Subjects and departmental developments on the new campus.
Many students believe that the Heslington East expansion will be detrimental for the University. These commonly held fears are quite unfounded. York needs to grow in size in order to receive greater funding per student and, if academic standards can be at least maintained if not improved, attract fee paying non EU students who provide impoverished British universities with a financial life line that enable them to remain in the same league as their stateside counterparts. Additional factors to support the enlargement include benefits for the local economy (albeit a steep decline in Heslington house prices) and more places for applicants, allowing higher levels of participation in higher education and vocational training.
This is all well and good. The decision to create a Theatre, Film and Television department, however, is a grave misjudgement. I am not going to go on a rant about the worthlessness of “soft subjects” – subjects like English literature were once ridiculed by mainstream academia ? and I firmly believe that the critique and analysis of the media is vital when attempting to understand how modern society functions. I would personally go so far as to say that the university should feel compelled to pioneer leftfield subjects such as this which, despite their brilliant potential, are all too often shunned by conservative and rigid academic institutions so commonly associated with the British Higher Education system.

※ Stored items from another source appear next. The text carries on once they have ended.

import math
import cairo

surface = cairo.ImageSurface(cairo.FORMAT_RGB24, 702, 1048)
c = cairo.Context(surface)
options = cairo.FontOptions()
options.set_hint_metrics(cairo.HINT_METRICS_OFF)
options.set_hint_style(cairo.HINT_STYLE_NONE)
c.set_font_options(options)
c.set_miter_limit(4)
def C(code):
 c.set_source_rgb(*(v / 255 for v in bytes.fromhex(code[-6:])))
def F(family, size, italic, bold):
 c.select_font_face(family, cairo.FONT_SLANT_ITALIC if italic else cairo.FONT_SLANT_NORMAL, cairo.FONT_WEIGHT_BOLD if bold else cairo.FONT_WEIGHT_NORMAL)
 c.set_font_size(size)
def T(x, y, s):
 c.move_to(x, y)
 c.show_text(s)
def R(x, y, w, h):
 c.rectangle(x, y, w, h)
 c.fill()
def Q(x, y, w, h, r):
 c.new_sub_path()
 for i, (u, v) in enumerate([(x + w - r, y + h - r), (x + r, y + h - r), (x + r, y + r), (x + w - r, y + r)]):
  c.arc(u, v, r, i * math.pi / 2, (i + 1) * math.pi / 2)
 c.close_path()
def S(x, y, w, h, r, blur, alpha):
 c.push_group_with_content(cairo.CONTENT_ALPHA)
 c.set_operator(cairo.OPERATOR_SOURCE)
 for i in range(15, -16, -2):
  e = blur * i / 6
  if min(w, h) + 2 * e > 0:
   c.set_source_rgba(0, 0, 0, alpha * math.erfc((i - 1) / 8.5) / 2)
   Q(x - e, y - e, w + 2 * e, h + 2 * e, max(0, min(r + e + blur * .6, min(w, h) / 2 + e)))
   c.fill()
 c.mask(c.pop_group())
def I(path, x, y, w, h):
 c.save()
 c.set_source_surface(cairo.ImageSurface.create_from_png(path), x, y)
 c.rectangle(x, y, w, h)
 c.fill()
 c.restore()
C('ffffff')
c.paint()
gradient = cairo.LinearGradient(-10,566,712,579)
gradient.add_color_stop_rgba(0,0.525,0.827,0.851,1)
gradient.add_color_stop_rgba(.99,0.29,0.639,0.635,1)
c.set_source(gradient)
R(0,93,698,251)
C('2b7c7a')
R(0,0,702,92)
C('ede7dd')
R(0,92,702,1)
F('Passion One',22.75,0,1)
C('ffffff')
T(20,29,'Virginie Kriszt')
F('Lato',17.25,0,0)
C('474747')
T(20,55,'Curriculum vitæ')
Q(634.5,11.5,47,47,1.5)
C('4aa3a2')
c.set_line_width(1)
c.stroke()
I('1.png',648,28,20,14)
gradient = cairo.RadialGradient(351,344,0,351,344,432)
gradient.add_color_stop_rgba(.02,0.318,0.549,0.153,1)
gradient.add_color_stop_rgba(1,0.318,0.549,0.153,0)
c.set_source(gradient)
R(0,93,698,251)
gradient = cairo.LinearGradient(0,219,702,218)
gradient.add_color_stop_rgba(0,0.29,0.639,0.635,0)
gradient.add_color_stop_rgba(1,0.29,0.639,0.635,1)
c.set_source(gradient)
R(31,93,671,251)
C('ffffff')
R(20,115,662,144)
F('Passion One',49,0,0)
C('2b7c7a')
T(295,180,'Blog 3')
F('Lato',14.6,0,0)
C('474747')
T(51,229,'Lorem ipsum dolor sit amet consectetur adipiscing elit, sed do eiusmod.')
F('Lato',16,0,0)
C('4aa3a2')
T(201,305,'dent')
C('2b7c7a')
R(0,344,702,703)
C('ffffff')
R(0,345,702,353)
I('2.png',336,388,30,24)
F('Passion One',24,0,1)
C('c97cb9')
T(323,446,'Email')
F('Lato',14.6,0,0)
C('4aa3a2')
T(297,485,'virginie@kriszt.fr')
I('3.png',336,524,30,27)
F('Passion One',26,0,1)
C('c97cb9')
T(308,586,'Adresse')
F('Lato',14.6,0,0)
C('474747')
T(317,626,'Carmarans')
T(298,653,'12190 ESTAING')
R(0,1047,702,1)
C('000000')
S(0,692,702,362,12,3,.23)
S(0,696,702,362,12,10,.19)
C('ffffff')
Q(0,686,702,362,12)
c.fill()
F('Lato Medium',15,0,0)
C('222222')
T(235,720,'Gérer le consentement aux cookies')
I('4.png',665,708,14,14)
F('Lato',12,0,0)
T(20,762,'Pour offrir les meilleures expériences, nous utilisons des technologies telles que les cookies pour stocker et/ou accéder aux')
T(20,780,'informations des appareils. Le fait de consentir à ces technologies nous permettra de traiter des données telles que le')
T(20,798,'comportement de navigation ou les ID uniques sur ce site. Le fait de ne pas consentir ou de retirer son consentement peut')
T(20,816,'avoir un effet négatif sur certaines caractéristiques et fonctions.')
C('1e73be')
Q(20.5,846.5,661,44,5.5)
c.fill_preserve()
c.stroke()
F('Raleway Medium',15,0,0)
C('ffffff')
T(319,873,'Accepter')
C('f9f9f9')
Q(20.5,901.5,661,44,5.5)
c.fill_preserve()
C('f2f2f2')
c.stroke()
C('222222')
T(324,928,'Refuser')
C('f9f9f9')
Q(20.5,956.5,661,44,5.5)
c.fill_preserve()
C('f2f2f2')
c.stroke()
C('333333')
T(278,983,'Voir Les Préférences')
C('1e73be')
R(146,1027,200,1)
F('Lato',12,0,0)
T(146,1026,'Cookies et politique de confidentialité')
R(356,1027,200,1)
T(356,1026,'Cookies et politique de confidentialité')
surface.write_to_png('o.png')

My disagreement stems from a simple opportunity cost consideration. I wholeheartedly believe that a media course would benefit the university but there are other subjects that should take priority. For me, a good example is Classics.
The university is – and hopefully will continue to be – blessed with an excellent record in the arts and social sciences. Classical studies represent a vital feature of any university’s departmental offerings and the fact that York doesn’t provide it reflects unfavourably on the university as a whole.
It’s almost impossible to think of a subject that doesn’t have foundations in the classical period. Ancient Greece was the birthplace of democracy and without Oedipus modern psychology would be but a fragment of what it is now.
There is also an abundance of excellent, young academics in the field that are eager to find teaching placements. An ambitious and innovative department would make for a refreshing alternative to the courses offered by other universities and would be perfectly placed to compliment other subjects. The same is true of other potential subjects in the social sciences such as anthropology.
What concerns me about the expansion is that the university, in a reckless wish to expand, might pass over the opportunity to strengthen existing areas ? such as the social sciences – in the desire to become a top end but catch-all establishment. This strategy is not only risky but could possibly result in complete failure. Only time will tell whether the large, Berkley style campus the planners wish to emulate will more accurately resemble a second rate establishment in the midst of decline.